NBC has a series of public service announcements entitled "The More You Know." It offers advice on navigating pressing social issues. The general idea is that if we are just aware and have the information, we can make good decisions, be healthier, and safer. Does it really come down to being informed?
I have written previous posts that offer trends and issues that are killing the visible church in America. All of the issues and trends come back to a common source: trusting ourselves more than Christ and His gospel. We reduce it all to information to know or just "being informed," then we, in our infinite wisdom and abilities, can live the "Christian life."
Some Christians can tell you basic aspects of the gospel. Many talk about the gospel in church. Many hear the word gospel and make it a synonym for the word "true." However, few can tell someone else the gospel accurately (that is according to how Scripture describes it) and even fewer actually live the gospel. We have reduced the gospel to a bit of information to know. Church preaching and teaching often focuses on "practical" needs like how to have a better marriage, manage finances, raise kids, overcome anxiety, etc. Scripture certainly addresses these things, but it always points back to Christ and His gospel in these matters.
The gospel is not simply a bit of information to know.
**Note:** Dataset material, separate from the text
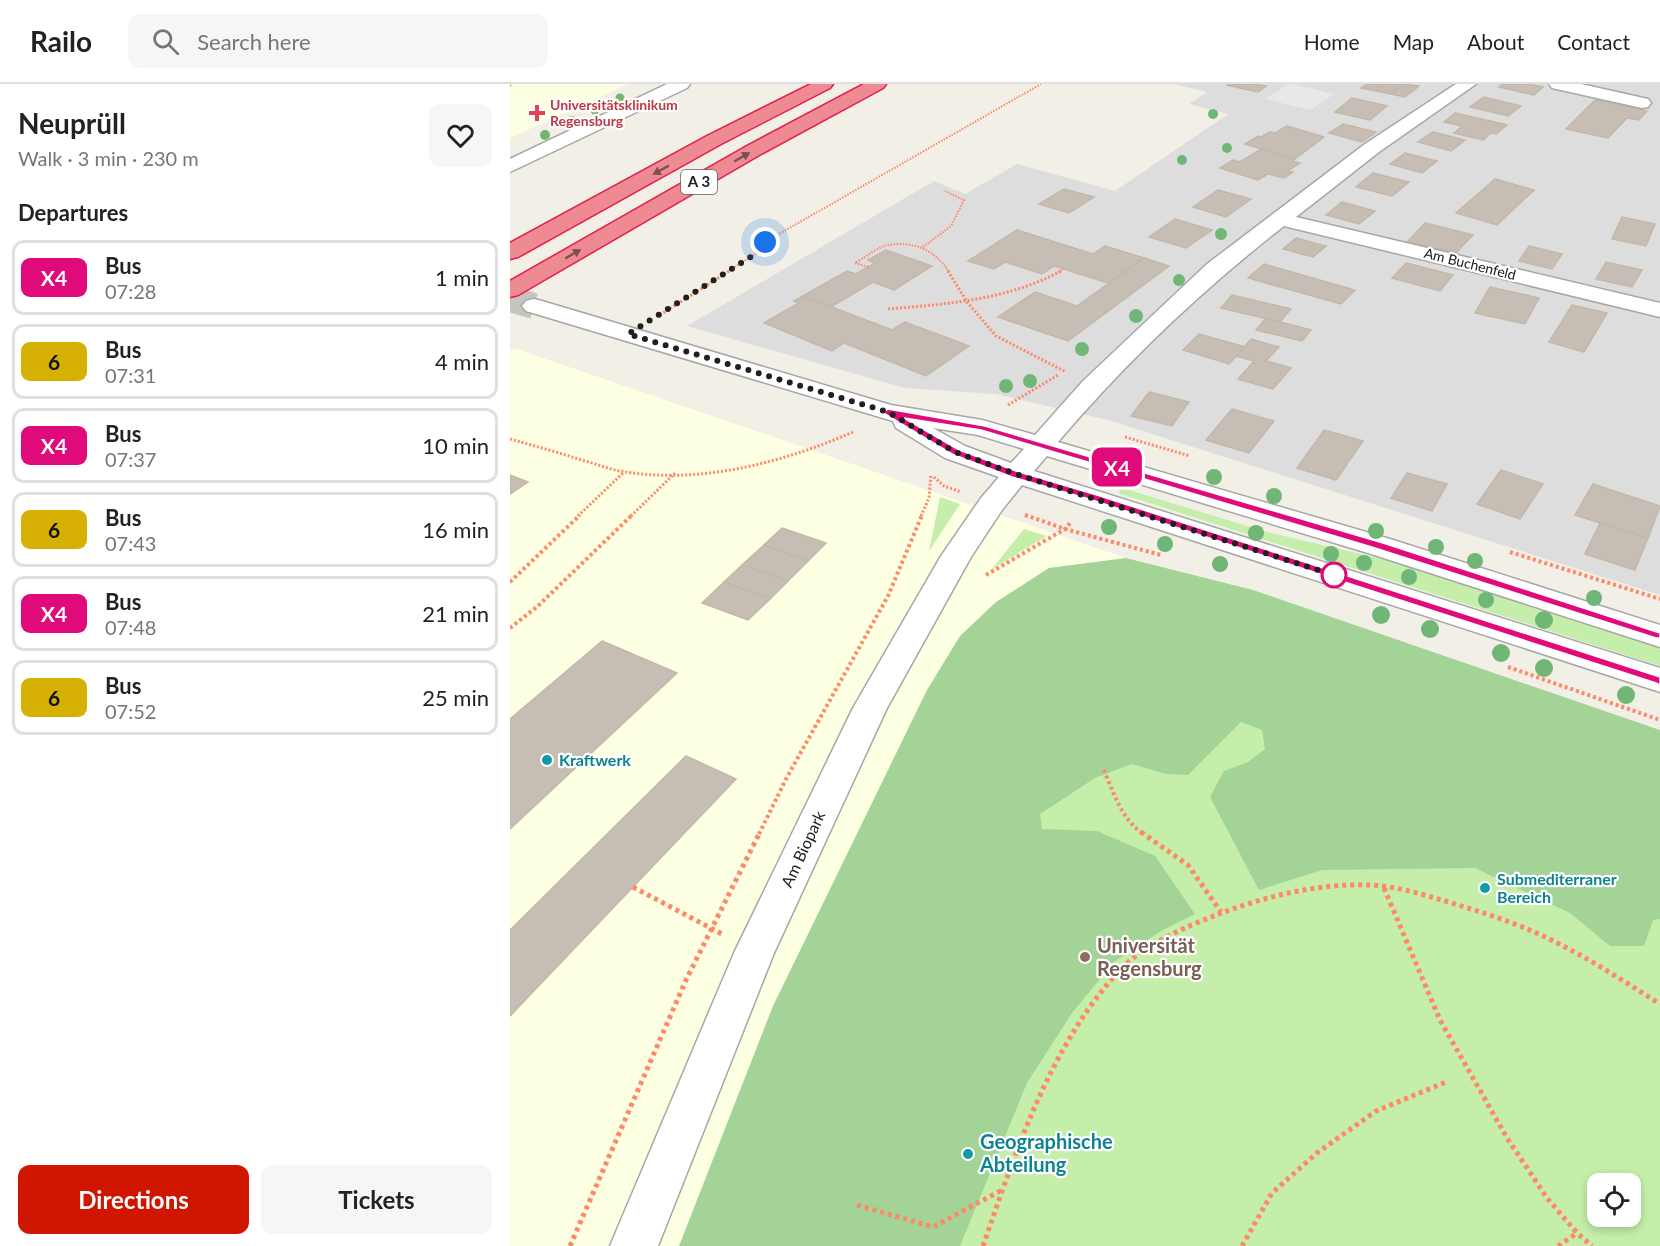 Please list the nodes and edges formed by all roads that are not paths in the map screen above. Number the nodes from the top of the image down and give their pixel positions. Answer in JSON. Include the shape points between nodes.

The gospel is to be lived out, for it is the only thing powerful enough to transform every part of our lives and shape our eternity.
Romans 1:16-17 makes this clear. The apostle Paul spoke of being obligated to both Greeks and barbarians, to the foolish and the wise (v. 8-15). Paul crossed social boundaries between such groups and this would have been suspicious behavior in the ancient world. Yet, he is not ashamed of the gospel. He is not embarrassed by it because it is the power of God, more powerful than any social norm or boundary. He is also not embarrassed by it because it reveals God's righteousness. God did not wink at our sins and negate His moral attributes. He punished sin at the cross. The fact that the punishment is not upon us is called mercy and grace. This mercy and grace can only be handed out by the One against whom the sin was committed. God satisfies His justice and mercy at the cross.
When Christians live out the gospel in daily life, growing in maturity, that is "from faith to faith," it impacts the world around us. The fact Christ died for our sins and rose again is not simply information for the new convert. It is a truth that is to be lived out by the believer. When we fail, Christ's work on the cross is where we return to get perspective and healing. Our salvation includes our spiritual growth (Philippians 2:12-13). We are saved by His grace and in that gospel He has provided opportunities to continue to grow in that salvation and grace (Ephesians 2:10). Both American Christians and the culture around us are missing out on the power of the gospel because we have reduced it to mere information instead of a daily lifestyle, and this is killing the church in America.